Svejkovsky: It's a little like the gears on a bicycle: one cycle on the front gear results in three revolutions on the back gear. It's the same with this drive, except there are two offset pulleys and a timing belt. When the pulley is on the long side of the belt, the opposing gear turns very slowly. When it's on the short side, the opposing gear has to move very fast.
It's more robust than the original direct drive. The universal joint has been eliminated, and product can be moved at up to 40 feet a minute. It's easier and safer to suspend the units from a ceiling: a 12-ft. conveyor weighs 600 to 1,000 lbs., depending on the width of the pan, compared to 1,500 to 1,800 lbs. for a comparable vibratory conveyor. The same drive can be used with a variety of pan widths and lengths of up to 35-ft. long. As a result, there shouldn't be a bone yard of conveyors that don't fit the process anymore in the back of the plant.
FE: Given your group's innovations and patentable concepts, it seems inventiveness may be genetic.
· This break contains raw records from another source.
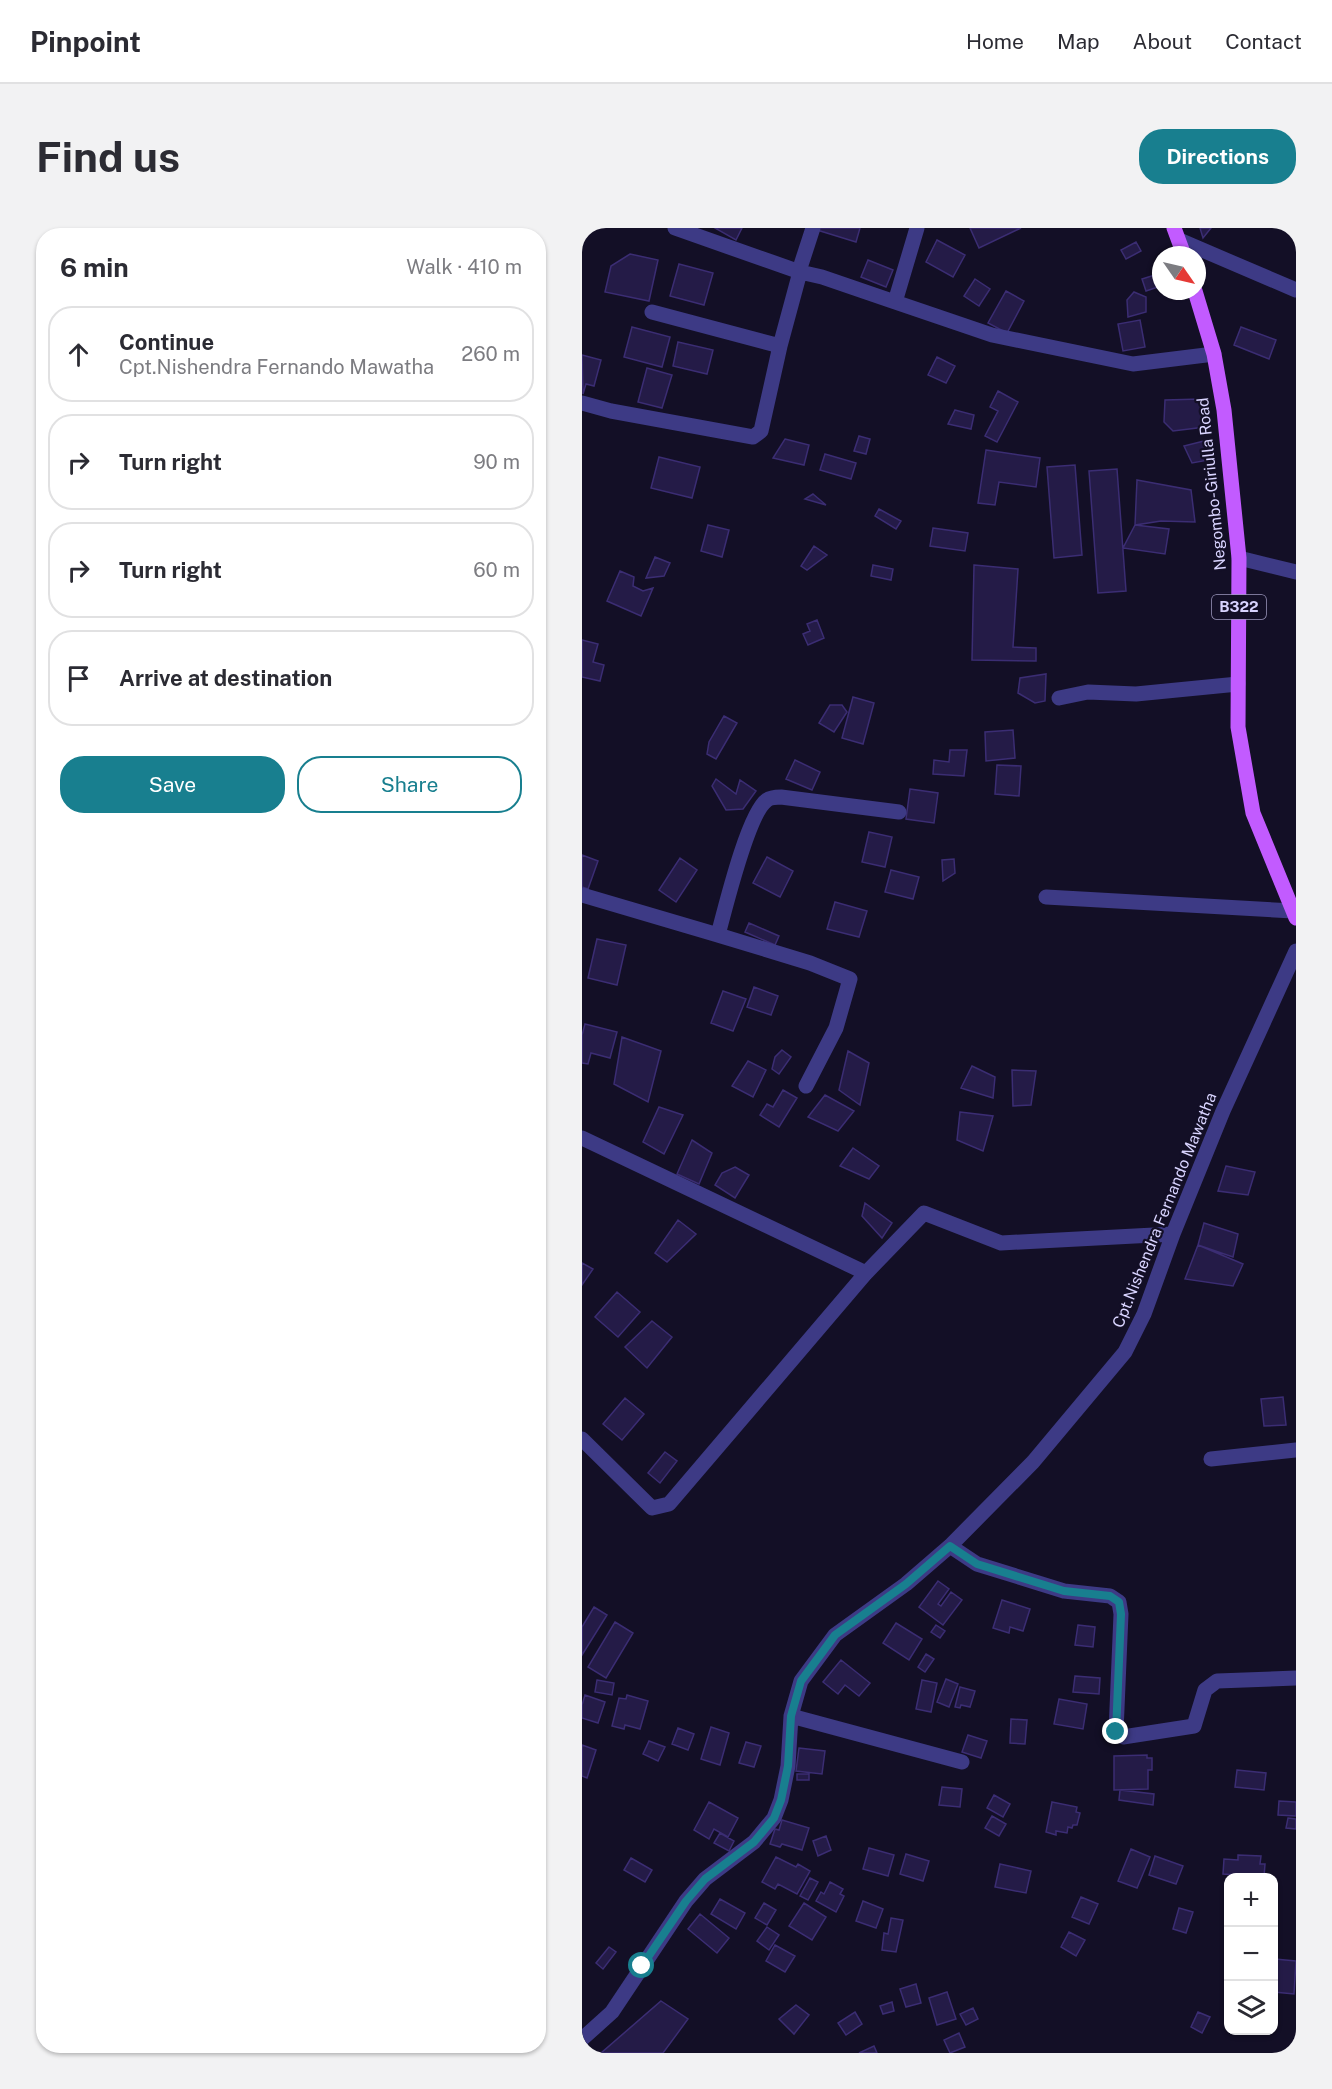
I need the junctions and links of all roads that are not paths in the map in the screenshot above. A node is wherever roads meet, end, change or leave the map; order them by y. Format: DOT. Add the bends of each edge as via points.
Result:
graph roads {
  1 [pos="675,228"];
  2 [pos="813,228"];
  3 [pos="917,228"];
  4 [pos="1179,241"];
  5 [pos="800,271"];
  6 [pos="1296,289"];
  7 [pos="1198,300"];
  8 [pos="895,302"];
  9 [pos="651,312"];
  10 [pos="780,346"];
  11 [pos="1214,354"];
  12 [pos="582,403"];
  13 [pos="1239,558"];
  14 [pos="1296,572"];
  15 [pos="1238,684"];
  16 [pos="1059,698"];
  17 [pos="899,812"];
  18 [pos="582,895"];
  19 [pos="1046,897"];
  20 [pos="1294,915"];
  21 [pos="718,935"];
  22 [pos="1296,951"];
  23 [pos="806,1086"];
  24 [pos="582,1138"];
  25 [pos="1173,1234"];
  26 [pos="866,1273"];
  27 [pos="582,1440"];
  28 [pos="1296,1450"];
  29 [pos="1211,1459"];
  30 [pos="950,1546"];
  31 [pos="1296,1678"];
  32 [pos="791,1716"];
  33 [pos="962,1762"];
  34 [pos="582,2039"];
  1 -- 5 [label="street"];
  2 -- 5 [label="street"];
  3 -- 8 [label="street"];
  4 -- 6 [label="street"];
  5 -- 8 [label="street"];
  5 -- 10 [label="street"];
  7 -- 11 [label="main road, Negombo-Giriulla Road / B322"];
  8 -- 11 [label="street" via="992,335 1133,364"];
  9 -- 10 [label="street"];
  10 -- 12 [label="street" via="761,431 753,437"];
  11 -- 13 [label="main road, Negombo-Giriulla Road / B322" via="1224,410"];
  13 -- 14 [label="street"];
  13 -- 15 [label="main road, Negombo-Giriulla Road / B322"];
  15 -- 16 [label="street" via="1136,694 1088,692"];
  15 -- 20 [label="main road, Negombo-Giriulla Road / B322" via="1238,727 1253,813"];
  17 -- 21 [label="street" via="780,797 767,800 757,811 739,860"];
  18 -- 21 [label="street"];
  19 -- 20 [label="street"];
  21 -- 23 [label="street" via="850,979 836,1028"];
  22 -- 25 [label="street, Cpt.Nishendra Fernando Mawatha" via="1223,1111"];
  24 -- 26 [label="street"];
  25 -- 26 [label="street" via="1001,1243 924,1213"];
  25 -- 30 [label="street, Cpt.Nishendra Fernando Mawatha" via="1144,1314 1125,1352 1033,1462"];
  26 -- 27 [label="street" via="669,1504 652,1508"];
  28 -- 29 [label="street"];
  30 -- 31 [label="street" via="977,1564 1064,1591 1110,1596 1119,1602 1116,1732 1123,1737 1194,1726 1205,1690 1217,1681"];
  30 -- 32 [label="street, Cpt.Nishendra Fernando Mawatha" via="906,1584 835,1635 801,1681"];
  32 -- 33 [label="street"];
  32 -- 34 [label="street, Cpt.Nishendra Fernando Mawatha" via="788,1766 774,1818 754,1842 705,1879 612,2012"];
}
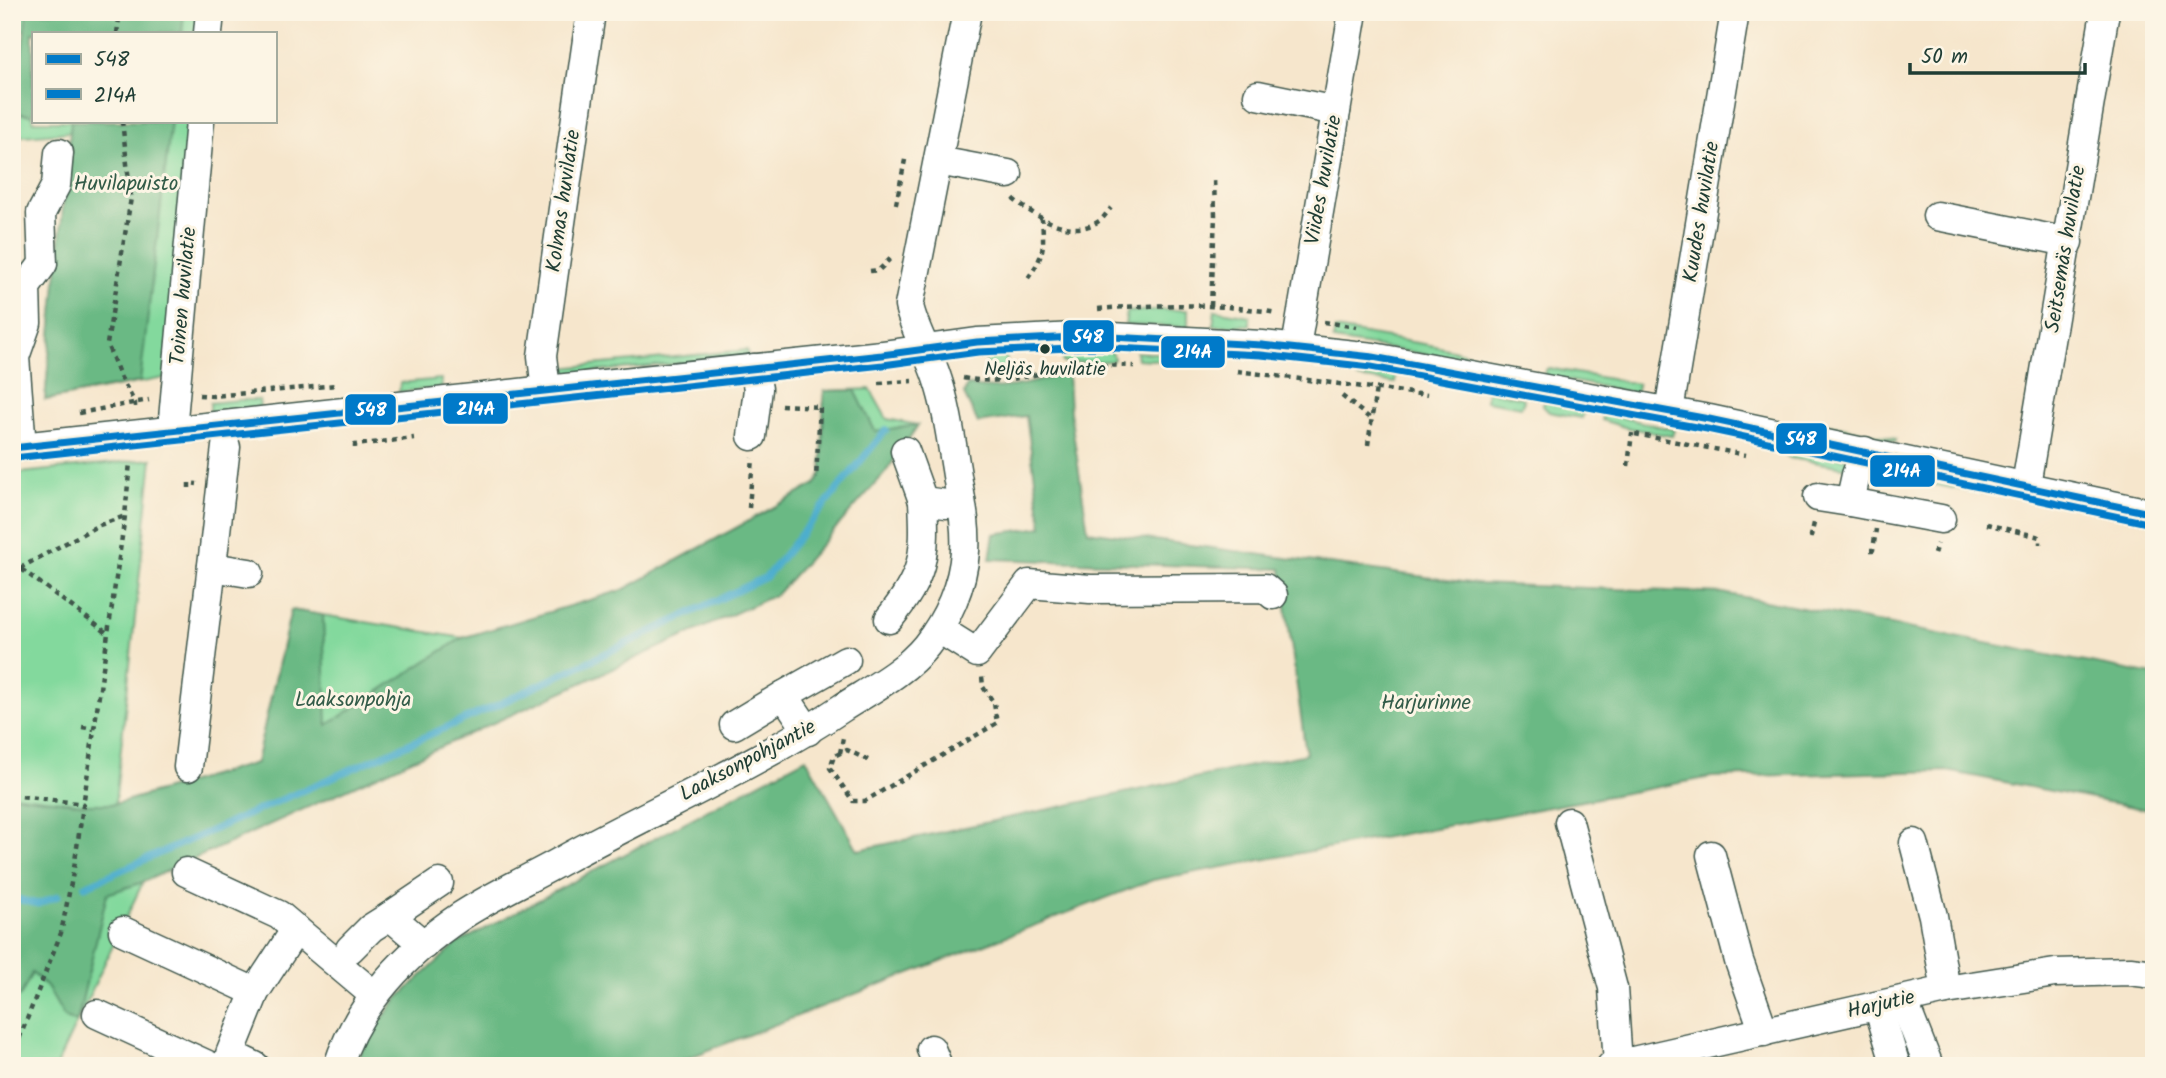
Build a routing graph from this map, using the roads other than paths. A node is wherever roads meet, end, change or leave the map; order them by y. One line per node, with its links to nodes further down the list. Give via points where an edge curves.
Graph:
1 (210, 12): 7 (street)
2 (591, 12): 19 (street, Kolmas huvilatie, via 542,356)
3 (967, 12): 12 (street)
4 (1353, 12): 9 (street, Viides huvilatie)
5 (1735, 12): 20 (street, Kuudes huvilatie)
6 (2105, 12): 15 (street, Seitsemäs huvilatie)
7 (208, 32)
8 (1258, 95): 9 (street)
9 (1336, 111): 16 (street, Viides huvilatie)
10 (200, 122): 21 (street, Toinen huvilatie)
11 (59, 153): 24 (street, via 55,185 41,213 43,264 26,287 27,323 15,357)
12 (938, 162): 13 (street); 17 (street, via 909,306)
13 (1002, 173)
14 (1937, 216): 15 (street)
15 (2068, 242): 27 (street, Seitsemäs huvilatie)
16 (1296, 347): 17 (street, via 1093,336 977,342); 20 (street)
17 (925, 350): 18 (street); 30 (street, Laaksonpohjantie, via 938,378)
18 (754, 368): 19 (street); 22 (street, via 758,389)
19 (546, 390): 21 (street)
20 (1669, 411): 26 (street)
21 (172, 430): 24 (street)
22 (752, 436)
23 (226, 447): 34 (street)
24 (17, 448)
25 (905, 451): 29 (street)
26 (1865, 451): 27 (street); 31 (street)
27 (2026, 485): 32 (street)
28 (1818, 497): 31 (street)
29 (923, 501): 30 (street); 37 (street, via 919,575)
30 (961, 502): 38 (street, Laaksonpohjantie, via 965,552 959,586)
31 (1850, 502): 33 (street)
32 (2154, 514)
33 (1941, 519)
34 (212, 568): 35 (street); 43 (street)
35 (249, 573)
36 (1273, 595): 38 (street, via 1265,587 1090,589 1029,584 978,653)
37 (889, 620)
38 (939, 629): 42 (street, Laaksonpohjantie, via 908,664)
39 (846, 660): 40 (street)
40 (784, 695): 41 (street); 42 (street)
41 (734, 725)
42 (808, 731): 52 (street, Laaksonpohjantie, via 461,916)
43 (188, 767)
44 (1569, 822): 61 (street, via 1612,988)
45 (1914, 843): 55 (street)
46 (1711, 855): 60 (street, via 1739,961)
47 (187, 872): 50 (street, via 279,915)
48 (439, 883): 49 (street)
49 (390, 916): 52 (street); 53 (street)
50 (296, 929): 56 (street); 57 (street)
51 (123, 931): 56 (street)
52 (424, 945): 57 (street, Laaksonpohjantie)
53 (349, 949)
54 (2154, 974): 55 (street, Harjutie, via 2088,970)
55 (1947, 990): 58 (street, Harjutie)
56 (255, 992): 63 (street, via 230,1054)
57 (374, 995): 64 (street, Laaksonpohjantie)
58 (1890, 1003): 60 (street, Harjutie); 65 (street); 66 (street)
59 (97, 1014): 62 (street)
60 (1764, 1032): 61 (street, Harjutie)
61 (1614, 1065)
62 (210, 1066)
63 (255, 1066)
64 (338, 1066)
65 (1896, 1066)
66 (1929, 1066)

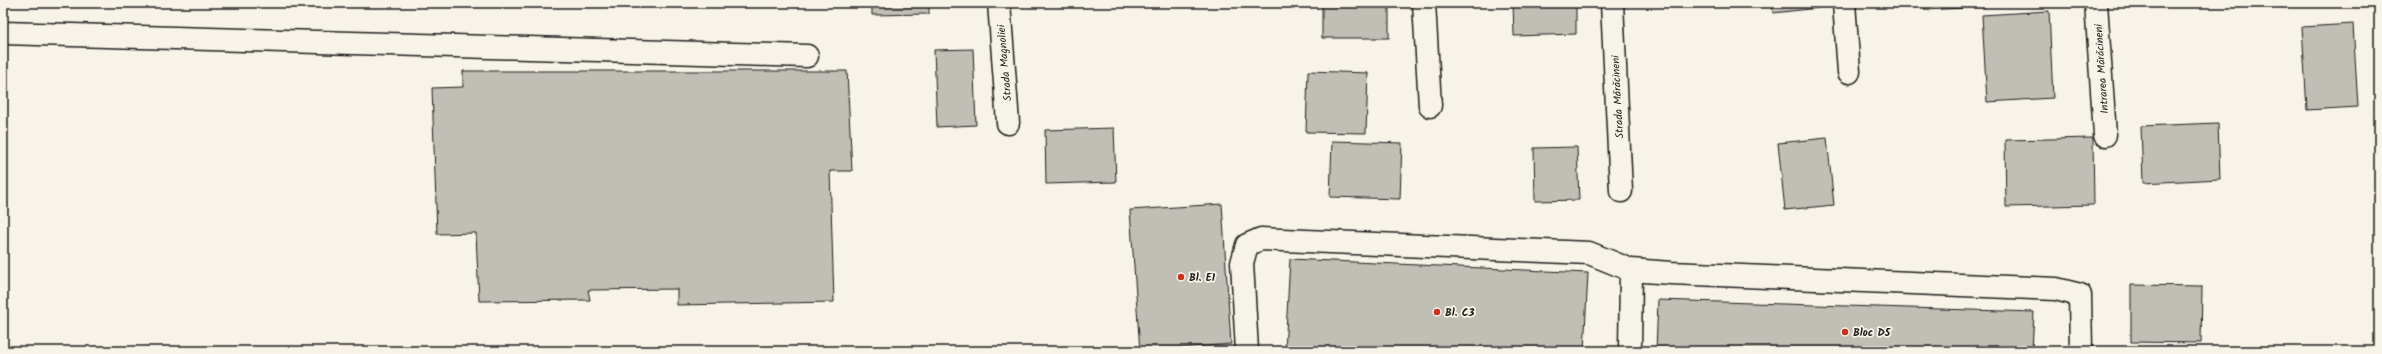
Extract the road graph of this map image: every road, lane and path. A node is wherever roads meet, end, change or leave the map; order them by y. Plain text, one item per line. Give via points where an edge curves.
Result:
1 (999, 3) edge
2 (1424, 3) edge
3 (1612, 3) edge
4 (1844, 3) edge
5 (2096, 3) edge
6 (3, 33) edge
7 (807, 56) dead end
8 (1849, 72) dead end
9 (1430, 106) dead end
10 (1008, 123) dead end
11 (2105, 135) dead end
12 (1621, 191) dead end
13 (1631, 270) junction
14 (1247, 351) edge
15 (1630, 351) edge
16 (2081, 351) edge

1 - 10 street, Strada Magnoliei
2 - 9 street
3 - 12 street, Strada Mărăcineni
4 - 8 street
5 - 11 street, Intrarea Mărăcineni
6 - 7 street
13 - 14 street via 1588,253 1261,239 1247,245 1242,263
13 - 15 street
13 - 16 street via 2056,289 2080,295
Svejkovsky: Of course, my father's work has been much broader than material handling. He developed a hydraulic valve for prosthetic arms and was one of six engineers whose names are on the patent for the rotary blood pump for heart patients. He also was involved with the miniaturized ventricular assist device, which applies shuttle technology developed to pump liquid hydrogen to space shuttle engines. The device is the size of two AA batteries. It boosts blood pressure without damaging the blood. Researchers from Baylor University's College of Medicine were involved with the project. When NASA honored my father, I had the opportunity to meet heart surgeon Michael DeBakey, who provided much of the project's medical expertise.